─── DATA FOR THIS EXERCISE

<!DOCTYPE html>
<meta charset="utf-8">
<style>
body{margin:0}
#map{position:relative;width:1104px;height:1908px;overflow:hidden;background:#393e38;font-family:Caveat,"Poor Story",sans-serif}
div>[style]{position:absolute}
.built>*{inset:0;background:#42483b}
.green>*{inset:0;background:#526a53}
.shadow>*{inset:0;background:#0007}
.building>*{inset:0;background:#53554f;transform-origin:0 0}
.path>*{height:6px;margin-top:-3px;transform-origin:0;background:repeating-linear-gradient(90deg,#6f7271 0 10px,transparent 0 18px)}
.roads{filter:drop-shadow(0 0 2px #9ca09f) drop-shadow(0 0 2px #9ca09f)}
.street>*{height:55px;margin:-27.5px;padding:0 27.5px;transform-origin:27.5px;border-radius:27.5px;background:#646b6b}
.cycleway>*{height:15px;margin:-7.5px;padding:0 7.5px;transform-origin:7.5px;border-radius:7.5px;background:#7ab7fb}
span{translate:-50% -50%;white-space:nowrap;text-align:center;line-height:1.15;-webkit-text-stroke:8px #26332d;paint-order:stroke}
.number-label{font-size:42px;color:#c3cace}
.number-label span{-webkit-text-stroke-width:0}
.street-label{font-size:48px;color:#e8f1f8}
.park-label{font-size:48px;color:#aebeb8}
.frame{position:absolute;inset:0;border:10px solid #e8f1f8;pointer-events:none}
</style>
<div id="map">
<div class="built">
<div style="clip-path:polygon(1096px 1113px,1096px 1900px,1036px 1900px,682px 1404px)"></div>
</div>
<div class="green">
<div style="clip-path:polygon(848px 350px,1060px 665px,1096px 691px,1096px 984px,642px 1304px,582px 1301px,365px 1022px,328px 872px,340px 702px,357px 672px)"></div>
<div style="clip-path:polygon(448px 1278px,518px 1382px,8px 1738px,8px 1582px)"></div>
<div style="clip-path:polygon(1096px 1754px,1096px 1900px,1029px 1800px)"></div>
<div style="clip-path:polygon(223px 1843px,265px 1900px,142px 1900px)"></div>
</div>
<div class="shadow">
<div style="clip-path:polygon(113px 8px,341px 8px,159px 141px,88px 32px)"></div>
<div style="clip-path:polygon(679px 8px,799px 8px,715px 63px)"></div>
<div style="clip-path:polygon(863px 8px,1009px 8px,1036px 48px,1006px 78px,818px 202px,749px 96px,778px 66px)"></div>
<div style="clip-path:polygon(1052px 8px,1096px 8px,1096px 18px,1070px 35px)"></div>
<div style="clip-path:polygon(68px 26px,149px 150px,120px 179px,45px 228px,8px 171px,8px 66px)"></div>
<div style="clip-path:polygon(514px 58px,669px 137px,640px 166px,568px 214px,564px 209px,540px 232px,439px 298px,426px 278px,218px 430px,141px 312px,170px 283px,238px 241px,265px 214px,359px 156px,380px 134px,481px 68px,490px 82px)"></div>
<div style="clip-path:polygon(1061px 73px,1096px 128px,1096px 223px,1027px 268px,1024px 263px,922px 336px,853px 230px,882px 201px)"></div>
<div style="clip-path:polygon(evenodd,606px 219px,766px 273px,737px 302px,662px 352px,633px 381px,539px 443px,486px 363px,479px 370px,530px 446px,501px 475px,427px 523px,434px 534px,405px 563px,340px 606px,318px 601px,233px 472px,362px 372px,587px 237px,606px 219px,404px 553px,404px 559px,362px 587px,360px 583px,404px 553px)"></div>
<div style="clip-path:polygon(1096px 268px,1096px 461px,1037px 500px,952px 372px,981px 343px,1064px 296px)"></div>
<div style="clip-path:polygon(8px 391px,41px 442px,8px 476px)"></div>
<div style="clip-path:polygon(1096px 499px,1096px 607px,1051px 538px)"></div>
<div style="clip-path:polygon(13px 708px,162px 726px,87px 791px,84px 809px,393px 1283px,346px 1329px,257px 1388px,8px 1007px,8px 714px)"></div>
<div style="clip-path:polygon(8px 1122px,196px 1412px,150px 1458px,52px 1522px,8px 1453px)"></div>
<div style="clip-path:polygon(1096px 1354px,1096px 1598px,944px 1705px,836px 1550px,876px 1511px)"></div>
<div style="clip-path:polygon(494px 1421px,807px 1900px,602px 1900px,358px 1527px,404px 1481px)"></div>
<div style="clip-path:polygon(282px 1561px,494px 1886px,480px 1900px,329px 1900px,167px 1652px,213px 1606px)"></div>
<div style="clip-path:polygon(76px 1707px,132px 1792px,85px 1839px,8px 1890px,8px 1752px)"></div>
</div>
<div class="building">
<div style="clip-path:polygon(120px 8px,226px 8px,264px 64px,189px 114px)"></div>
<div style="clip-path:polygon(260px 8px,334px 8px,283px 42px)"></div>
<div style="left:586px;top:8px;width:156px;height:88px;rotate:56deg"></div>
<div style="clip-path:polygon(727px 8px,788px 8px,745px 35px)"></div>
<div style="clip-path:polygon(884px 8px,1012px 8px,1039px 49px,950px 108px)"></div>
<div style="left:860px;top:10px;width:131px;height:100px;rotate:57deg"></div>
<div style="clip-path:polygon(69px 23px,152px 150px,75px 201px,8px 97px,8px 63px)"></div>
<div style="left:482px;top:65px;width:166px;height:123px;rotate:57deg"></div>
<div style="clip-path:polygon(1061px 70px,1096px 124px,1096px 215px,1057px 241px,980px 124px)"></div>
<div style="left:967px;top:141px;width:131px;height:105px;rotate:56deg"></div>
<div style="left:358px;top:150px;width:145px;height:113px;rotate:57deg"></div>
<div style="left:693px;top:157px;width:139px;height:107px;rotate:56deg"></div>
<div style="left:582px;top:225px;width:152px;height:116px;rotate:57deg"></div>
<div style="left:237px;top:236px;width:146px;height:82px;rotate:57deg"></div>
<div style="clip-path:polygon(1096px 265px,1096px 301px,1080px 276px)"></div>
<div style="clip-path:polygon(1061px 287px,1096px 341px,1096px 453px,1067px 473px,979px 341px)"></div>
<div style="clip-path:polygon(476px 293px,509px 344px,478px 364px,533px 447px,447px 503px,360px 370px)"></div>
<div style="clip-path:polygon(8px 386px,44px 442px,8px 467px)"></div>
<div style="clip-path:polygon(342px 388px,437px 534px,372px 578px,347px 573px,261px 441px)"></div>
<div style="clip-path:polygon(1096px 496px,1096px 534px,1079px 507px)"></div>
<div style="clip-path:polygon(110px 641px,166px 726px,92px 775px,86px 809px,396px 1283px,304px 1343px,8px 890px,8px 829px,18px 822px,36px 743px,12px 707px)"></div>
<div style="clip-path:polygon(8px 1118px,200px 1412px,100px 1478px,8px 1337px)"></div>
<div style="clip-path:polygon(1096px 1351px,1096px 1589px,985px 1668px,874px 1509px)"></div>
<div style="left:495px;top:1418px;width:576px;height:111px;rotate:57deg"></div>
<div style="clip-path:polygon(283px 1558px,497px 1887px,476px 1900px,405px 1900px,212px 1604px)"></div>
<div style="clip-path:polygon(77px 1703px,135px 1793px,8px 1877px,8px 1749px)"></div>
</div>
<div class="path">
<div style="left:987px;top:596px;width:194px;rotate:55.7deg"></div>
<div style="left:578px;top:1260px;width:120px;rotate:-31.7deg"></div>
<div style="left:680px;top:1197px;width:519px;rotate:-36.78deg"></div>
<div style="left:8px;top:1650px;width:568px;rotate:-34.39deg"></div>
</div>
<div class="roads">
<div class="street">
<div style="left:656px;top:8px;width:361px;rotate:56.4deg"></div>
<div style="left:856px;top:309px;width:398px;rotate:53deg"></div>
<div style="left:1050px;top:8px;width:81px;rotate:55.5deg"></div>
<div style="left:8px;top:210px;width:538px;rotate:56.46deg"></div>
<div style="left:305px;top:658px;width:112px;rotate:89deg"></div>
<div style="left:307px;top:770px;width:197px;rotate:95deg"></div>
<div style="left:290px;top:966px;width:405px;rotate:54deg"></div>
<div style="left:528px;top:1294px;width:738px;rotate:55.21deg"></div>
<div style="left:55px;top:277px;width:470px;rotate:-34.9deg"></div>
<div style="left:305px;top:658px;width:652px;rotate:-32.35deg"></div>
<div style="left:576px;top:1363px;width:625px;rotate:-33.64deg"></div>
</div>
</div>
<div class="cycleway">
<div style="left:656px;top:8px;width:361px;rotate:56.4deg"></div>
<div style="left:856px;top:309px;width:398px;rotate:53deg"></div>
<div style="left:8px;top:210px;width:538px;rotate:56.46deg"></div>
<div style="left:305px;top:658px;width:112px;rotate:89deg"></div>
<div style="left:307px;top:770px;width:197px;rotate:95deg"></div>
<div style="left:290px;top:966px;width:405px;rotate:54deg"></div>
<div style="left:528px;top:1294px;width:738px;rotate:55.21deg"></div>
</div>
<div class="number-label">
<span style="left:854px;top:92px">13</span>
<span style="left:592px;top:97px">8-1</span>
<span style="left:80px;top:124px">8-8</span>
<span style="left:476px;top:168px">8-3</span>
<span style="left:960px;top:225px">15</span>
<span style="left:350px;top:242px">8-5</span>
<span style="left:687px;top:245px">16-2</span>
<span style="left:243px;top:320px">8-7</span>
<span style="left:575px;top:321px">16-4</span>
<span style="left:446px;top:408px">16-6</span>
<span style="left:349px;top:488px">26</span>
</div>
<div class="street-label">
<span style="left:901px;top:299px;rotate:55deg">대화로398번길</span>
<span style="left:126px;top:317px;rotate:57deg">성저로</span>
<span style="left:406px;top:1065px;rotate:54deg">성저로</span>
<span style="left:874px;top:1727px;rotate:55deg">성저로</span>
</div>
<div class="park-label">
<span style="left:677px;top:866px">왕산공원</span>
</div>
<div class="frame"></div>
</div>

──────

Going through the listing above, copy out every line that has the string "webkit".

span{translate:-50% -50%;white-space:nowrap;text-align:center;line-height:1.15;-webkit-text-stroke:8px #26332d;paint-order:stroke}
.number-label span{-webkit-text-stroke-width:0}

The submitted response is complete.